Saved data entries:
-- Opening Marker --
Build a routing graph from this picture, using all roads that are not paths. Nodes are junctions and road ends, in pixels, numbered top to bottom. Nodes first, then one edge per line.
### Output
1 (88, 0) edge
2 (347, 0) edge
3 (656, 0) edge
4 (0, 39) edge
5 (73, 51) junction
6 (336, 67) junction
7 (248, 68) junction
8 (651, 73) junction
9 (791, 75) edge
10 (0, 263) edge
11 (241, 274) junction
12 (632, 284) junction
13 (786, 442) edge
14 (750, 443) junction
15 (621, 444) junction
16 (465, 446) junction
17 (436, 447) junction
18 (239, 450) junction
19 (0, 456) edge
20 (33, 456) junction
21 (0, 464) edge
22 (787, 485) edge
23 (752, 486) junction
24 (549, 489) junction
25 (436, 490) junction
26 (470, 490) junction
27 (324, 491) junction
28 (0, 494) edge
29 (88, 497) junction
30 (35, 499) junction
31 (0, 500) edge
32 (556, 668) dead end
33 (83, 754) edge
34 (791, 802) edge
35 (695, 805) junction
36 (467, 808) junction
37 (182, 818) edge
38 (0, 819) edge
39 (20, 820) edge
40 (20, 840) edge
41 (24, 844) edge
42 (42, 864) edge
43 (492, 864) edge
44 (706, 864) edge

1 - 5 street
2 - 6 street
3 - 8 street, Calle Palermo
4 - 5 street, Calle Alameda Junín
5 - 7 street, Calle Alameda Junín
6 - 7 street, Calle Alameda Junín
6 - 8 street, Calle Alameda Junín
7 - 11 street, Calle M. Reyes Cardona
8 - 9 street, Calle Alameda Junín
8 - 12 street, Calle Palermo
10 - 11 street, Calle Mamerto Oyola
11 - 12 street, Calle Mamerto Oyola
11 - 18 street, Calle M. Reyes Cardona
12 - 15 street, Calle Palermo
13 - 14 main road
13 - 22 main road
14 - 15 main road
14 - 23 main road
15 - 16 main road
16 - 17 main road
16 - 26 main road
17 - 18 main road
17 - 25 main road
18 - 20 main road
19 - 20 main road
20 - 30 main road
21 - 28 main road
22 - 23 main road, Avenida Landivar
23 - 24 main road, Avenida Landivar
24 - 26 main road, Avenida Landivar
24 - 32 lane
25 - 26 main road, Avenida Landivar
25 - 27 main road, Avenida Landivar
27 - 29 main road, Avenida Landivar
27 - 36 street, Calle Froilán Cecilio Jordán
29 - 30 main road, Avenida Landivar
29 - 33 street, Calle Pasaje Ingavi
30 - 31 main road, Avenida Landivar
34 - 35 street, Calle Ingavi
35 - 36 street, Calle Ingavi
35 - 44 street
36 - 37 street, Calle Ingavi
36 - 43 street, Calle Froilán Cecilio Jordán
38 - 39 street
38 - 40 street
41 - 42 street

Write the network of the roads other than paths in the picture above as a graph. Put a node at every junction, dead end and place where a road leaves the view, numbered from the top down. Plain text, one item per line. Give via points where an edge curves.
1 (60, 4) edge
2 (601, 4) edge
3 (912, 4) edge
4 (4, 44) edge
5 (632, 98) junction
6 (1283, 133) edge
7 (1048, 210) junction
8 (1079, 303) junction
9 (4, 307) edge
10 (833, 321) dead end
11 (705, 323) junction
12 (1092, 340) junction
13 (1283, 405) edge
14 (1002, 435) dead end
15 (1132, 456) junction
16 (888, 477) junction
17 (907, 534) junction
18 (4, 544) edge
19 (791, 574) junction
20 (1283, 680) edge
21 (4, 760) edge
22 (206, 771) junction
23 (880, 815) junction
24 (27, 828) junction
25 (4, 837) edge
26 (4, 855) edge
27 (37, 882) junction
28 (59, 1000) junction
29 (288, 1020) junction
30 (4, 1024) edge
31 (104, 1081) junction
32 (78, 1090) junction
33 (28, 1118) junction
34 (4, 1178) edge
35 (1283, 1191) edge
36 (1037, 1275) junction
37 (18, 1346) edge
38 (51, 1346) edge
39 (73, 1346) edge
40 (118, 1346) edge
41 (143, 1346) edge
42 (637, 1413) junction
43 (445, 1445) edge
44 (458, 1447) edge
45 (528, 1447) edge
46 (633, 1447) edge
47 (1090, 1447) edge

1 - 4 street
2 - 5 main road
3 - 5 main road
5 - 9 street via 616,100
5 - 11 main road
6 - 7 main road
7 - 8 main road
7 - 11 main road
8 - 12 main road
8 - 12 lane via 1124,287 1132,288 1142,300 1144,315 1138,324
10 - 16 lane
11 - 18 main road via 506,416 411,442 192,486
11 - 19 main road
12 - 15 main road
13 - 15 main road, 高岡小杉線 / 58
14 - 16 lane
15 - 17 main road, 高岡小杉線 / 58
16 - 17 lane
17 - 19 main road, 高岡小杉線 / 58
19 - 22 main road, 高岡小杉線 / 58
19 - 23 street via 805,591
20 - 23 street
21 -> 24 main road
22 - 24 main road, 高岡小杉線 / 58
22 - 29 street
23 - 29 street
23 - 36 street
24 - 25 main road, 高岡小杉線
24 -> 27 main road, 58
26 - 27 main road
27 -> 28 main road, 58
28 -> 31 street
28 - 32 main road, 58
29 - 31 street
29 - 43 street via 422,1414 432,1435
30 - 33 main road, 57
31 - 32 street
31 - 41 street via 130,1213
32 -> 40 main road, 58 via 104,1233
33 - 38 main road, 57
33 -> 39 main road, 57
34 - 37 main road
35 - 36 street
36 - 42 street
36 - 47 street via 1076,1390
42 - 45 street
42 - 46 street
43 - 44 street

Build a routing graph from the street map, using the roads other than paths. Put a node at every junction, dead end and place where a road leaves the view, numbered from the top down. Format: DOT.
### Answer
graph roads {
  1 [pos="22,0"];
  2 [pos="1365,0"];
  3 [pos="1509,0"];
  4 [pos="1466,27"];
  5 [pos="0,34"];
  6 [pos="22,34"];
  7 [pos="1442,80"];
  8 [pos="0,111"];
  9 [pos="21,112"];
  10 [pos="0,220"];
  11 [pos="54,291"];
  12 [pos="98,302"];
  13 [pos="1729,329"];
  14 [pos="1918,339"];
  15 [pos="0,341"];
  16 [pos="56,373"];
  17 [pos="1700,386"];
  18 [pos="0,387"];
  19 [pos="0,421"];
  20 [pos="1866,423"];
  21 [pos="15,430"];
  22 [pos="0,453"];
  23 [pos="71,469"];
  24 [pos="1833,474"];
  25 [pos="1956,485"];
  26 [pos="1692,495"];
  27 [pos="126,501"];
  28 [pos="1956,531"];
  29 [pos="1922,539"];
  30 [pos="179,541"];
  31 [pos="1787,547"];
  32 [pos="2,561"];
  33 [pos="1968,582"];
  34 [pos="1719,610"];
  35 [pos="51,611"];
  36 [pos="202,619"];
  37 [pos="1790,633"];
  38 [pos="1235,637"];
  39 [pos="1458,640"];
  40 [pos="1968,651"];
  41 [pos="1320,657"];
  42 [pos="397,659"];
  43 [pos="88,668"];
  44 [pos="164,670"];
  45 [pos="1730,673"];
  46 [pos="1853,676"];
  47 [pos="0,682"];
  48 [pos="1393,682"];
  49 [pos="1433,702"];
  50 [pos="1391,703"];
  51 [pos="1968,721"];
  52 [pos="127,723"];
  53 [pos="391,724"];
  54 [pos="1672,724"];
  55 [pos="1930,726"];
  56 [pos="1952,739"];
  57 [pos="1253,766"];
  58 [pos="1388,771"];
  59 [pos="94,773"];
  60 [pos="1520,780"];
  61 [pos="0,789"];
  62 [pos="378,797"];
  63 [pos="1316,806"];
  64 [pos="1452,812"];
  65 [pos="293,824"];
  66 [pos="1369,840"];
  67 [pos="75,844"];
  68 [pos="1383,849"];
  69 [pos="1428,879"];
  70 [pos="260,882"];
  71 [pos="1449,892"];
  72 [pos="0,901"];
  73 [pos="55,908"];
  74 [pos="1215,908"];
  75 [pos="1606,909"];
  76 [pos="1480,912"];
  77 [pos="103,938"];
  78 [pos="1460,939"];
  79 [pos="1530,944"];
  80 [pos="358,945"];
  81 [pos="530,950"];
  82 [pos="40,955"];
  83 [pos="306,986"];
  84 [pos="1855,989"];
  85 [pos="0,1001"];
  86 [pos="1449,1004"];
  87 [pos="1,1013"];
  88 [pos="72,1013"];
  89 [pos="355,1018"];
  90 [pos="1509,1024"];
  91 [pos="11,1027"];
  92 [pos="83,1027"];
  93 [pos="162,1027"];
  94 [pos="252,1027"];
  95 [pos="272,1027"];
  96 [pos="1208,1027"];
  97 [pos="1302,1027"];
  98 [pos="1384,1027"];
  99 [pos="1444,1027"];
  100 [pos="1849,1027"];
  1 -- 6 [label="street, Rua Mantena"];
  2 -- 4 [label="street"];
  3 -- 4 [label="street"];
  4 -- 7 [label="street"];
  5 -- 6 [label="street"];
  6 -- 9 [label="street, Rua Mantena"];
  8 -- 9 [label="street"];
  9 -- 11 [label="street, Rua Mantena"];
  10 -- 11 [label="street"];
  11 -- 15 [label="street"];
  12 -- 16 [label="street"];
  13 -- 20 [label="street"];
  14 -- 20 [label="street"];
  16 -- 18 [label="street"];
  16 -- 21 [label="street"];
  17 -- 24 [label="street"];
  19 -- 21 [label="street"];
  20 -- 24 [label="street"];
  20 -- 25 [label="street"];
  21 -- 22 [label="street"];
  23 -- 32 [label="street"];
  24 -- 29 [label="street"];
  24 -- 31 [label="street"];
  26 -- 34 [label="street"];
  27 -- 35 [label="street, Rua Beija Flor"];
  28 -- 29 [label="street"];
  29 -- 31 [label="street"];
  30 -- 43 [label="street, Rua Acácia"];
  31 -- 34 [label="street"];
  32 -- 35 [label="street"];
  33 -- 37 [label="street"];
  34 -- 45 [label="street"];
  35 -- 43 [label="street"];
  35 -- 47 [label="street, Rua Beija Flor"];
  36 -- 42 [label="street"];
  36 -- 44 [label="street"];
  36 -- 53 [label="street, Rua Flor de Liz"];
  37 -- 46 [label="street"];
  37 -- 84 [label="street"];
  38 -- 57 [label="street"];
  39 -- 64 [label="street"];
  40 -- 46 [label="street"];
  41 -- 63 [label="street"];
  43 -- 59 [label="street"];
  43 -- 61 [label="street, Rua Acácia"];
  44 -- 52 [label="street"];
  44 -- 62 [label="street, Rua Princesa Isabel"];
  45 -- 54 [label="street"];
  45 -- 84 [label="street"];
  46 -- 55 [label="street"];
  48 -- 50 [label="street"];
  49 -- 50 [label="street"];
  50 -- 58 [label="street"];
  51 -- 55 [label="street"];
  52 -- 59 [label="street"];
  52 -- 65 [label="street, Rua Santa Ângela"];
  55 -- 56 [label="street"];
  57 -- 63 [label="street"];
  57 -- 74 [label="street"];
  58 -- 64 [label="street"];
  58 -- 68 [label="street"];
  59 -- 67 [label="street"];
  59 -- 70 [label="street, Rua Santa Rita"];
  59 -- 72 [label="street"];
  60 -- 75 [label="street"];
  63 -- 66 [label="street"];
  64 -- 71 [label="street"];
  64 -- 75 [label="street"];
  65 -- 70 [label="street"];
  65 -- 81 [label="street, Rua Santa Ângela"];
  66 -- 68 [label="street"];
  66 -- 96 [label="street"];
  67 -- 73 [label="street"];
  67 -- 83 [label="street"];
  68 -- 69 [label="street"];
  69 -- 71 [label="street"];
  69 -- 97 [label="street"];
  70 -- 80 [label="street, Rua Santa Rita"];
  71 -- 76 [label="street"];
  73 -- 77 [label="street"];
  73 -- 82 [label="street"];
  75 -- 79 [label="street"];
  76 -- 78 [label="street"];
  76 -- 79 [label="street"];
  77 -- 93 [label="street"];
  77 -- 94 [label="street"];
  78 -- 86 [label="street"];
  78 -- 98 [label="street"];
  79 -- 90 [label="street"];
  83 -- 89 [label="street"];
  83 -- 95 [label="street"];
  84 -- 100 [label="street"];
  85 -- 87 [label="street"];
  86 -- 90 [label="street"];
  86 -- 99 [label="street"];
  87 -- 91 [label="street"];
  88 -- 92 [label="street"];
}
-- Closing Marker --
**Your task:** Filter the records above down to the lines that hold the string "Acácia".

**Result for this exercise:**
  30 -- 43 [label="street, Rua Acácia"];
  43 -- 61 [label="street, Rua Acácia"];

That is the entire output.